A public proof-of-concept exploit has been released for a critical unauthenticated remote code execution vulnerability in Fortinet FortiSandbox, the sandboxing and advanced threat detection platform used in enterprise security stacks. The PoC, published on GitHub by security researcher Samuel de Lucas, demonstrates that a single crafted HTTP request achieves root-level command execution on unpatched appliances — no credentials, no prior access, no user interaction required.
Fortinet disclosed both CVEs as part of its April 2026 security advisory cycle. The PoC release significantly accelerates the exploitation risk timeline for unpatched deployments.
CVE-2026-39808: Unauthenticated OS Command Injection (CVSS 9.1)

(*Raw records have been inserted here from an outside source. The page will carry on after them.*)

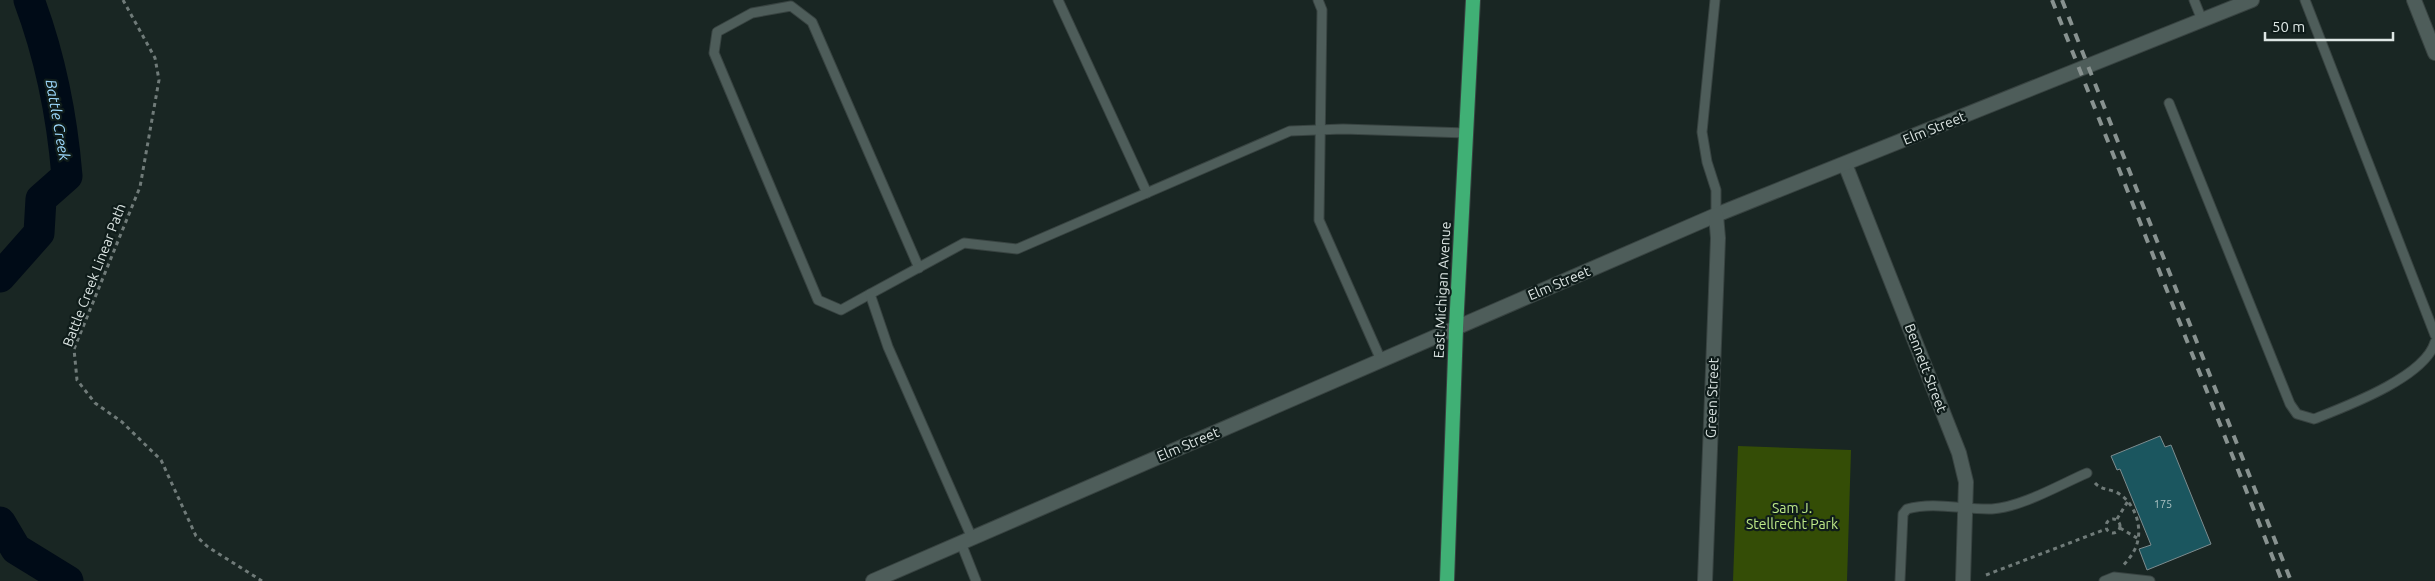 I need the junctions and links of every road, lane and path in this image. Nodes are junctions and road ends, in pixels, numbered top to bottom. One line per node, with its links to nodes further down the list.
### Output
1 (123, 0): 34 (path, Battle Creek Linear Path)
2 (1058, 0): 16 (lane)
3 (1318, 0): 13 (lane)
4 (1472, 0): 14 (highway, East Michigan Avenue)
5 (1715, 0): 17 (lane)
6 (2194, 0): 10 (lane)
7 (2252, 0): 10 (street, Elm Street)
8 (2305, 0): 21 (lane)
9 (2414, 0): 11 (street)
10 (2202, 20): 15 (street, Elm Street)
11 (2435, 53)
12 (2169, 103): 22 (lane)
13 (1321, 130): 14 (lane); 16 (lane); 23 (lane)
14 (1467, 133): 20 (highway, East Michigan Avenue)
15 (1845, 164): 17 (street, Elm Street); 26 (street, Bennett Street)
16 (1147, 193): 18 (lane)
17 (1716, 216): 20 (street, Elm Street); 38 (street, Green Street)
18 (919, 268): 19 (lane); 19 (lane)
19 (870, 294): 31 (lane)
20 (1456, 328): 23 (street, Elm Street); 37 (highway, East Michigan Avenue)
21 (2435, 335)
22 (2435, 342)
23 (1381, 360): 31 (street, Elm Street)
24 (2087, 473): 25 (path); 26 (lane)
25 (2128, 501): 27 (path); 30 (path)
26 (1966, 509): 39 (lane); 40 (street, Bennett Street)
27 (2117, 520): 28 (path); 29 (path)
28 (2120, 528): 29 (path); 30 (path)
29 (2106, 529): 32 (path)
30 (2138, 539): 33 (path)
31 (967, 540): 35 (street, Elm Street); 36 (lane)
32 (1986, 575)
33 (2114, 577): 41 (lane); 42 (lane)
34 (262, 581)
35 (873, 581)
36 (976, 581)
37 (1447, 581)
38 (1705, 581)
39 (1900, 581)
40 (1962, 581)
41 (2104, 581)
42 (2150, 581)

The primary vulnerability resides in FortiSandbox’s job detail endpoint at /fortisandbox/job-detail/tracer-behavior. The endpoint accepts user-supplied input that is passed without sufficient sanitisation into an OS-level command execution context. Because the endpoint does not require authentication, any network-reachable attacker can submit a crafted HTTP request containing injected commands, which execute under the root account — the highest privilege level on the appliance.
The CVSS 9.1 CRITICAL rating reflects the combination of: network-reachable attack vector, no authentication required, no user interaction required, and root-level code execution impact. Fortinet originally discovered and silently patched this vulnerability in November 2025 under advisory FG-IR-26-100, but did not publicly disclose the CVE until the April 2026 coordinated release cycle. The researcher’s publication of the PoC followed shortly after public disclosure.
Affected versions: FortiSandbox 4.4.0 through 4.4.8.
CVE-2026-39813: Authentication Bypass via Path Traversal
The companion vulnerability is a path traversal flaw in FortiSandbox’s JRPC API that allows an unauthenticated attacker to bypass authentication controls. JRPC (JSON Remote Procedure Call) is the API layer through which management operations are performed on the appliance. By traversing the expected API path structure, an attacker can invoke authenticated API functions without presenting valid credentials, potentially gaining administrative access to sandboxing configuration, policy settings, and verdict data.
Affected versions: FortiSandbox 4.4.0 through 4.4.8 and 5.0.0 through 5.0.5.
Why FortiSandbox Exposure Matters
FortiSandbox appliances sit at a strategically sensitive position in enterprise security architectures: they inspect files and network traffic referred from other security controls (FortiGate firewalls, FortiMail, FortiWeb) and produce verdicts used to block or allow content. A compromised FortiSandbox can:
- Issue false-negative verdicts: approve malicious files and URLs that other controls would otherwise block, allowing malware through the security stack on every submission
- Expose sample data: files submitted for analysis — potentially including sensitive documents, proprietary code, or credentials — are accessible on the appliance filesystem under root
- Pivot to adjacent Fortinet infrastructure: FortiSandbox maintains authenticated sessions with FortiGate and other Fortinet components; root access on the sandbox may allow lateral movement to firewall management interfaces
- Disable or manipulate security policy: administrative access to sandboxing policy allows an attacker to reduce the inspection scope, whitelisting malware categories or submission sources
This makes FortiSandbox a high-value target — not because of what it runs, but because of what trust it holds within the broader security fabric.
Recommended Actions
- Patch immediately: Upgrade FortiSandbox 4.4.x to 4.4.9 or later; upgrade FortiSandbox 5.0.x to 5.0.6 or later. Both CVEs are fully remediated by these versions.
- Verify internet exposure: FortiSandbox management and submission interfaces should not be accessible from the internet. Confirm firewall rules restrict access to trusted internal segments only. With a public PoC available, internet-exposed unpatched appliances should be treated as imminently compromised.
- Check for compromise indicators: Review FortiSandbox system logs for unexpected HTTP requests to
/fortisandbox/job-detail/tracer-behaviorfrom external sources or from unexpected internal hosts. Audit JRPC API logs for unauthenticated or anomalous session activity. - Audit Fortinet trust relationships: If FortiSandbox has been compromised or is suspected, review all connected FortiGate and Fortinet management planes for signs of lateral movement, particularly unexpected administrative sessions or policy changes.
- Fortinet Security Fabric customers: If your FortiSandbox is integrated into a Security Fabric, the scope of potential impact is wider — audit all Fabric-connected components for anomalous behaviour following the FortiSandbox patch.
Broader Context
FortiSandbox CVE-2026-39808 follows a pattern of Fortinet security product vulnerabilities drawing rapid PoC development after public disclosure — reflecting both the high value of Fortinet appliances as targets and the security research community’s sustained focus on the platform. Organisations running Fortinet security fabric deployments should treat FortiSandbox patches as equivalent urgency to gateway and firewall patches: a compromised security product provides a more dangerous foothold than a compromised standard server.